Photo: Oliver Hale [via Unsplash]
Photo: Oliver Hale [via Unsplash]

We (or at least I, myself) have a never-ending appetite for classroom histrionics and coming-of-age dramas. I have spent hours marathoning shows about students, now less than half my age, whether they be cheerleaders or vampires (or, more likely than not, both). But what is it about the school setting that is so engaging? Is it the familiar structure, so easy to relate to, drawing us in with that love-hate fascination of watching someone else live through it? Is it taking a potentially unhealthy pleasure in the interactions between starkly different characters who are forced to occupy the same space? Is it the delightful unpredictability of those characters who are still growing up, finding out who they are and who they want to become? For me, it’s all of the above.

The academic setting works as a literary mount just as well, if not better. Students are bound by law or narrative obligation to remain, trapped, day after day, and therefore must face their demons (sometimes literally). Maybe it’s rooting for the underdog that keeps me coming back, maybe it’s just nostalgia. In any case, I am drawn to campus novels. Still, I have no desire to relive my own school days. Fiction seems to emphasize the facts and while some stories highlight first friendships and carefree youth, others remind us that education is laced with external pressures and inner turmoil.

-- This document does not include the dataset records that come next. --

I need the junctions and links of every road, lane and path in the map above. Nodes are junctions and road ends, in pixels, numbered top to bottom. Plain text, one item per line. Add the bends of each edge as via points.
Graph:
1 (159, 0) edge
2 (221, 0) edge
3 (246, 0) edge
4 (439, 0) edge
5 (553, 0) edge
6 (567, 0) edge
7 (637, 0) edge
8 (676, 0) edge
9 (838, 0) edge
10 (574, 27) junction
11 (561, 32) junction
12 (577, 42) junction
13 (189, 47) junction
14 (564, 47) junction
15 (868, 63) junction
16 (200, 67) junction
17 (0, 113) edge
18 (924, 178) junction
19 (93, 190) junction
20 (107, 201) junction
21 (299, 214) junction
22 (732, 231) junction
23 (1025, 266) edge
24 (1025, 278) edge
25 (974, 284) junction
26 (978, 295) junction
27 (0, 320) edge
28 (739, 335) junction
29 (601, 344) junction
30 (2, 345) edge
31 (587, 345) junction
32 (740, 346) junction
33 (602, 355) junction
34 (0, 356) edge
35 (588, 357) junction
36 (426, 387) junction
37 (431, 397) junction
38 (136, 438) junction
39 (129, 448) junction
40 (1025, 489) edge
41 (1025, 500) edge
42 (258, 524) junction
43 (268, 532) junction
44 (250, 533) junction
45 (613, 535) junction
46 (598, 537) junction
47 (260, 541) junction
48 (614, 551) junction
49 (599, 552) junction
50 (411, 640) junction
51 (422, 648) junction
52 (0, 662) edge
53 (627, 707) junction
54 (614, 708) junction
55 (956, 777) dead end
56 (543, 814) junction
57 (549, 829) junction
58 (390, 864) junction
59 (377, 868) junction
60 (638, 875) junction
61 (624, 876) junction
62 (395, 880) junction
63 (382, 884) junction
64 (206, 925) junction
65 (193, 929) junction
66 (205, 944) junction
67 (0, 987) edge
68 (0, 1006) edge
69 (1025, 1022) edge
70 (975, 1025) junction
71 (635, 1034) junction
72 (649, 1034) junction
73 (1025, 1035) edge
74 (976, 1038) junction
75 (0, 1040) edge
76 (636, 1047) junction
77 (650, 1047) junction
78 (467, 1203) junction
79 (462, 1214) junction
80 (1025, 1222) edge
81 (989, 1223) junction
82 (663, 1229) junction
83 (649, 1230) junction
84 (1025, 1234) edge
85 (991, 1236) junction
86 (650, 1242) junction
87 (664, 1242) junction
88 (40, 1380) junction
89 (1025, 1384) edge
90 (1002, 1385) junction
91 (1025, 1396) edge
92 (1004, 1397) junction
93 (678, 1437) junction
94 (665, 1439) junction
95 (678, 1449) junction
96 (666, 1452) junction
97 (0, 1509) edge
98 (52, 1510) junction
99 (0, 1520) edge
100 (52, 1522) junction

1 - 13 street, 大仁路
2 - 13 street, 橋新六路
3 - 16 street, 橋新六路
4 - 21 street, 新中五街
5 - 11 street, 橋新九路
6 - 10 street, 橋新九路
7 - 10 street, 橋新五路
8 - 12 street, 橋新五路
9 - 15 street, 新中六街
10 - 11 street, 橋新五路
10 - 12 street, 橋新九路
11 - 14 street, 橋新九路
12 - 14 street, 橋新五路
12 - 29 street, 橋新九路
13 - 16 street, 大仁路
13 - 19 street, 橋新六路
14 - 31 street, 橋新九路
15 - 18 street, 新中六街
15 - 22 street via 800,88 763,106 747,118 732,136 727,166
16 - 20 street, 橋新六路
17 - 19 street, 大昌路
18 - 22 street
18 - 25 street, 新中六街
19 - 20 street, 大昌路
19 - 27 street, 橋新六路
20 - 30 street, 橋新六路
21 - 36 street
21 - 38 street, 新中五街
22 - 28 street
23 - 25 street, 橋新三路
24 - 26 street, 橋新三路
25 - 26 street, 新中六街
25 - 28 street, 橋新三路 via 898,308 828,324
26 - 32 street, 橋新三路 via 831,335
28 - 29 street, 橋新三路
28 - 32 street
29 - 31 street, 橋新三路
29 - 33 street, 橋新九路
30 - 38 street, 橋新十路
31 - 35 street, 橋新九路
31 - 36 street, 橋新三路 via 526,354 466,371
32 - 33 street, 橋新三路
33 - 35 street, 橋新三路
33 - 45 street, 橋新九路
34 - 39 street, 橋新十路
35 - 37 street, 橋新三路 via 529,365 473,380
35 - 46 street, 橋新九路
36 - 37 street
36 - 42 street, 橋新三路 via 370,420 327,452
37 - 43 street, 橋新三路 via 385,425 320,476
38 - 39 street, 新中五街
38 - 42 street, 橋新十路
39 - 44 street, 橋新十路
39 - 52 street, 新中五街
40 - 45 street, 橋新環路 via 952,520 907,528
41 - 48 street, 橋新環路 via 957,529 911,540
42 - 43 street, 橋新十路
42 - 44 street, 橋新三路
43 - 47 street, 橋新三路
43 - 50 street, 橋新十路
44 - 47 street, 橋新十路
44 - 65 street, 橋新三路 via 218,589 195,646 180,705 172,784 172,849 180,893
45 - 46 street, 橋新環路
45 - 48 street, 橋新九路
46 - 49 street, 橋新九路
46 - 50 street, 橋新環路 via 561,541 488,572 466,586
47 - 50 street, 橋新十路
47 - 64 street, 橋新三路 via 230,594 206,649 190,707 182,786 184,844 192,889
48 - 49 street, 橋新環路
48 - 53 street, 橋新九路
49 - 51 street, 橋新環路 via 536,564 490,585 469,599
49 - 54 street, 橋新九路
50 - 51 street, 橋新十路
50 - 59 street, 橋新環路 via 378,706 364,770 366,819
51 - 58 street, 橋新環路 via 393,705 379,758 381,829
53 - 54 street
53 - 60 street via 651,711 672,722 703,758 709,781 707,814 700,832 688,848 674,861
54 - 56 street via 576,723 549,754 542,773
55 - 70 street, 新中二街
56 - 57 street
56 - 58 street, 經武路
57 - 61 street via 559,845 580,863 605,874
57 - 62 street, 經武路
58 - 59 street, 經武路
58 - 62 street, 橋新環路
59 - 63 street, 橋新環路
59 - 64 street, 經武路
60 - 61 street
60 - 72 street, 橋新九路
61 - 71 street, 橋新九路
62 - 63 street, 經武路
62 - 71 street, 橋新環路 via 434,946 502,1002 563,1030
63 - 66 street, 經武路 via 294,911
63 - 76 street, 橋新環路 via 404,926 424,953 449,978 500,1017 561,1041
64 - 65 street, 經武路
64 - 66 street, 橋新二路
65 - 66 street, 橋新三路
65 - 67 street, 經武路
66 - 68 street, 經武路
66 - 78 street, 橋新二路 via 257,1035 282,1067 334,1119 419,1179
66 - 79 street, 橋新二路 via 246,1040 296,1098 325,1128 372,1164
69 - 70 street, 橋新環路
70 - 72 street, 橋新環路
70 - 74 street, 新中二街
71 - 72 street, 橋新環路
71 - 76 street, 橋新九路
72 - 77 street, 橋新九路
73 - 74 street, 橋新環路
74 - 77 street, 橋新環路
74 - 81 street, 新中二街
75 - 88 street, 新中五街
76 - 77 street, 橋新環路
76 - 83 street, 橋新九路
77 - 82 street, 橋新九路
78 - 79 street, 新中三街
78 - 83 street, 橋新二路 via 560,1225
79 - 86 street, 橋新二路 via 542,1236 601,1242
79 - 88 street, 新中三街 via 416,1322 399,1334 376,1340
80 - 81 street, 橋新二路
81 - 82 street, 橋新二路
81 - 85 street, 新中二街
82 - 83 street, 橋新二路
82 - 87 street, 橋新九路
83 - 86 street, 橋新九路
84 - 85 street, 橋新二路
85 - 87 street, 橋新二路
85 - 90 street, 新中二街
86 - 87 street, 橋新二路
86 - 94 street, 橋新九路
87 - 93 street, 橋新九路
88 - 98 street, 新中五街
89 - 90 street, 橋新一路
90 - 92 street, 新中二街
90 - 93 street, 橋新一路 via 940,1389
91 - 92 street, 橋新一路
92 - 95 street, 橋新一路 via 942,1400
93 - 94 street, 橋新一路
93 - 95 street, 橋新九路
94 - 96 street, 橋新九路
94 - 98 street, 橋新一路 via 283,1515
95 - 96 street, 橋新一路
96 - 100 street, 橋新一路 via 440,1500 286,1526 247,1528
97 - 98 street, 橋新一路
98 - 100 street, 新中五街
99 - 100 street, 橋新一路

These are five of my favorite academic novels that do not make me want to go back to school:

 

Never Let Me Go by Kazuo Ishiguro

Never Let Me Go is a classic that had to be included on this list because it is full of precious memories of school days gone by, and it is also dark AF. I didn’t go to boarding school, but I assume that each of the inane yet all-important social constructions adolescents create are magnified here. Ishiguro has an amazing way of authentically recreating all of those uncomfortable and unforgiving coming-of-age feelings which on their own pull at my younger self and yet make me recoil at the idea of returning to such a time. But, of course, there are other reasons you’d rather not be a student at Hailsham…

 

Bunny by Mona Awad

I don’t have a creative writing degree and now I never want one. Like, never ever. This brilliant novel follows protagonist Samantha into the final year of her MFA course, at first glance an all-too-recognizable prestigious program filled with all of the stock characters we know and love: meanie rich girls, enigmatic professors, even a nice nerdy kid. Then all of these tropes are magnified and, well, beheaded. I can’t even tell you what this book is about (or what I think it is about) without ruining it. But suffice to say, if sitting through inane writing critiques didn’t make me want to go back to school, animal sacrifice doesn’t make me want to go back any more. All I can say here is that the words are so, so good.

 

Vicious by V.E. Schwab

This ingenious twist on a superhero story begins in college with two roommates and best friends. While researching their senior thesis projects, they discover that people occasionally develop superpowers when they die…if they are then resuscitated. So, you know, they decide to test out this hypothesis on themselves. (Personally, I’d rather fail my dissertation). The novel jumps between timelines and we find out that in the future the two friends have drifted to become mortal enemies, determined to destroy one another. After all, they have the skills now to try. But we keep returning to their time in college, the precariously youthful friendship that started it all. A carefully constructed narrative lets details drip between nonstop action and a wonderful cast of characters, and leaves you wondering where humanity starts and, perhaps more importantly, where it ends.

 

Ninth House by Leigh Bardugo

Of all of these novels, this is the book that makes me want to go back to school least of all. Throughout the story, Galaxy “Alex,” Stern is repeatedly traumatized by both the mystical and the mundane (in ways that keep you on the edge of your seat throughout). An undergraduate given a special acceptance to Yale, Alex is an apprentice, learning to keep watch over Yale’s infamous secret societies. Only thing is, the secret societies each practice their own brand of dark magic. What I love about this book is that as much as the narrative relies on mystical elements, Bardugo does not shy away from the evils of our own world. In fact, she carefully wraps them up in her own magic that keeps you speeding through the pages but leaves you with a chilling understanding of the true wickedness among us. She almost makes you believe that Yale’s secret societies really are practicing the occult, or worse.

 

The Name of the Wind by Patrick Rothfuss

This is a controversial pick because I have heard some people say that they would love to attend the University. Personally, there are a few too many public floggings for me to voluntarily enroll. Kvothe, on the other hand, is desperate to be allowed in. Spurred by unspeakable tragedy and scrambling from a life of destitution, he is fueled by a need for knowledge, a thirst for vengeance, and his own extraordinary aptitude. School for Kvothe is fundamental but for others it is grueling. The unremitting pressure lands some few hundred students in an asylum known familiarly as the ‘Crockery.’ Though the ‘Crockery’ is fiction, the mental strain of college can be all too real, and for those of us not who are not ridiculously good at, well, everything, the idea of going back is less than appealing. That said, the story begins at some point in the future, where Kvothe is apparently no more than a humble innkeeper, laying low under a false name. A beautifully slow roll into a world of satisfyingly academic magic, the Name of the Wind is a fascinating character study that will leave you needing more (not least because the third part of the trilogy has yet to be released).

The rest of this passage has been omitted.